New Contemporaries, a celebration of exciting new artistic talent in the UK, returns to Camden Art Centre.

Camden Art Centre is delighted to welcome New Contemporaries back to its galleries after more than 20 years. Bloomberg New Contemporaries features 55 of the most exciting artists emerging from UK art schools and alternative peer-to-peer learning programmes, selected by internationally renowned artists Helen Cammock, Sunil Gupta and Heather Phillipson.

The resulting exhibition offers a distinctive snapshot of current artistic concerns and approaches spanning a breadth of disciplines and presents an important picture of emerging artistic practices: taking the pulse of contemporary art and the urgent lived concerns that are driving artists in the UK today. It is a unique platform that provides emerging artists, many of whom live outside London, the opportunity to present their work to a wider audience, alongside a programme of artist development opportunities to support the growth of their practice.

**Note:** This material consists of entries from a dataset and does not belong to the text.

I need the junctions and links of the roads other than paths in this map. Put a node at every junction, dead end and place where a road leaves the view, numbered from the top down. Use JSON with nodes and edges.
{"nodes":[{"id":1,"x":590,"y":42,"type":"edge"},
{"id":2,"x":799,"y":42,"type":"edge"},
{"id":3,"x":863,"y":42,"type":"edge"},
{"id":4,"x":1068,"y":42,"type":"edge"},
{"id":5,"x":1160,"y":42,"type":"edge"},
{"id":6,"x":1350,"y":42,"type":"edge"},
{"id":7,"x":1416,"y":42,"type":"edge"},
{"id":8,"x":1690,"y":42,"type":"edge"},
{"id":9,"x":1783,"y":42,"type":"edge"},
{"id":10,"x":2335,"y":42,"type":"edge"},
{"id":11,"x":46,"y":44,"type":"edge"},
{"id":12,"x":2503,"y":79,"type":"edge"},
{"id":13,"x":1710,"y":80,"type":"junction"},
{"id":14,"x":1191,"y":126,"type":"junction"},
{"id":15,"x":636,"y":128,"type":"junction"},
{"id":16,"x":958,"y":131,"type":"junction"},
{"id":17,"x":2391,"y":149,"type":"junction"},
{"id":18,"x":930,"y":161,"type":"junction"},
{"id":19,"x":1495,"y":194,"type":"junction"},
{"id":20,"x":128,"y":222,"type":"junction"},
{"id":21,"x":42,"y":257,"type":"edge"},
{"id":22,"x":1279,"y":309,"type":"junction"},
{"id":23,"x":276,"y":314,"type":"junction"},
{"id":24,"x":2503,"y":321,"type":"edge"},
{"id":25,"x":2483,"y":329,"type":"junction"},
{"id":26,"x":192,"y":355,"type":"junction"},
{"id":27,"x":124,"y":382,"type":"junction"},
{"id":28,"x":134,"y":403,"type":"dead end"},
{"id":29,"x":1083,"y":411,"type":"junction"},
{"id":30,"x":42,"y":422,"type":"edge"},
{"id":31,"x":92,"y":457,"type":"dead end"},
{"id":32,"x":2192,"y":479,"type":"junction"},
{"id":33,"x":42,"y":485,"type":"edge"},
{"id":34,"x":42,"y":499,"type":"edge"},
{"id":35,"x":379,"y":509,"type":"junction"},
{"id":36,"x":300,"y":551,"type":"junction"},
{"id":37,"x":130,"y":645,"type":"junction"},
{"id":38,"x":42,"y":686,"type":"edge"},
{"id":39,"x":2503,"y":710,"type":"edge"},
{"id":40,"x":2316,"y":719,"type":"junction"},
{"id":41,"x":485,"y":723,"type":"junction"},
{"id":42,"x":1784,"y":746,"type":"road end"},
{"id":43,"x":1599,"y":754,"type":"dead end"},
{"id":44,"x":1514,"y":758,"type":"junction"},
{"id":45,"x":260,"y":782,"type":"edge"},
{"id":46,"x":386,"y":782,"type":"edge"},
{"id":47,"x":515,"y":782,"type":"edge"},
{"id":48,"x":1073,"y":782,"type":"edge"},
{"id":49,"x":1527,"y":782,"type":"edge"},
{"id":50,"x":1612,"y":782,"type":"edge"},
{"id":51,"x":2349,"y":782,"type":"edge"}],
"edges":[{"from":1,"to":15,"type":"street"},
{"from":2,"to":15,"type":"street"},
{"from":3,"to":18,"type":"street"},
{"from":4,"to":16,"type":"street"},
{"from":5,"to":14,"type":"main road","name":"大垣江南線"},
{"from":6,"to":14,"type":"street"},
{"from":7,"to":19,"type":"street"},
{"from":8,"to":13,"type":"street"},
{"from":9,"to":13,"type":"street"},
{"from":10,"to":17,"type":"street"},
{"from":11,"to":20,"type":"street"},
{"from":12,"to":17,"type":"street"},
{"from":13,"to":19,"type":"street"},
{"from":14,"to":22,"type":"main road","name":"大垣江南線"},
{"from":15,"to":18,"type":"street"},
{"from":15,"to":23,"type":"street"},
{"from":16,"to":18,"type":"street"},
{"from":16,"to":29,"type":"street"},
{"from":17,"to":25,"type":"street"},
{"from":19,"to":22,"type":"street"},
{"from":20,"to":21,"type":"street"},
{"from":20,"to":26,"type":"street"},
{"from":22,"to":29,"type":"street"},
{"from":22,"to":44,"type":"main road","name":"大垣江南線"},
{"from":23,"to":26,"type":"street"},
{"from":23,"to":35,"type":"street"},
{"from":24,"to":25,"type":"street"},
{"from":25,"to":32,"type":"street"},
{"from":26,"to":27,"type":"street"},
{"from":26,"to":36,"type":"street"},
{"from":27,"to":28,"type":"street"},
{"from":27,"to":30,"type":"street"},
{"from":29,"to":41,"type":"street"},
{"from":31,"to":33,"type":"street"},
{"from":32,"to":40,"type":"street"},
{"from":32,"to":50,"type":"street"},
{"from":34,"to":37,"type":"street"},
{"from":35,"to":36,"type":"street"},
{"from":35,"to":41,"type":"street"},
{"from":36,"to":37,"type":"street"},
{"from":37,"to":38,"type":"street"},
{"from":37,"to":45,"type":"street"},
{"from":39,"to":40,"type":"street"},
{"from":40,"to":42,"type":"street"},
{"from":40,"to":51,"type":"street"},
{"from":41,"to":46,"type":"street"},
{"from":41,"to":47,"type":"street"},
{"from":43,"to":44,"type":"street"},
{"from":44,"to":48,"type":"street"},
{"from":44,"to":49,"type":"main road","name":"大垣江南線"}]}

Themes explored in the exhibition include care, kinship, collectivity, climate justice, world-building, geographical borders, and identity politics. Through costume, textiles, performance, moving image and painting artists including Savanna Achampong, Bunmi Agusto and Jame St Findlay navigate embodied identities and reflect on their lived experience through fantasy and dream. Melodrama, cliché, the surreal and cinematic devices also inform many of the artists’ approaches. Fact, fiction, and memory are blurred and reinvented in the works of Jennifer Jones, Matthew Burdis and Elena Njoabuzia Onwochei-Garcia while identity is explored through familial, romantic, and non-human relationships and systemic ableism is probed at in various approaches by Korallia Stergides, Charan Singh and Ranny Macdonald. Pagan rituals and the use of sacred symbols are enacted through the works of Iga Koncka, Osman Yousefzada and Sarah Cleary as forms of care or protection. The complex matrix of geographies, borders, environmentalism, the natural environment, racialised oppression and socio-political structures intersect in many of the artists’ works including Hester Yang, Harmeet Rahal and Samuel Zhang that draw from archival materials and first-hand research and experience. Agriculture and extractivism are interrogated through the works of Helen Clarke Joseph Ijoyemi and Haneen Hadiy in a consideration of our dependence upon and abuse of the land and the planet’s resources.

New Contemporaries has been supporting emerging and early-career artists from established and alternative art programmes since 1949. It has provided development opportunities for artists, helping them to successfully transition from education into more established pathways.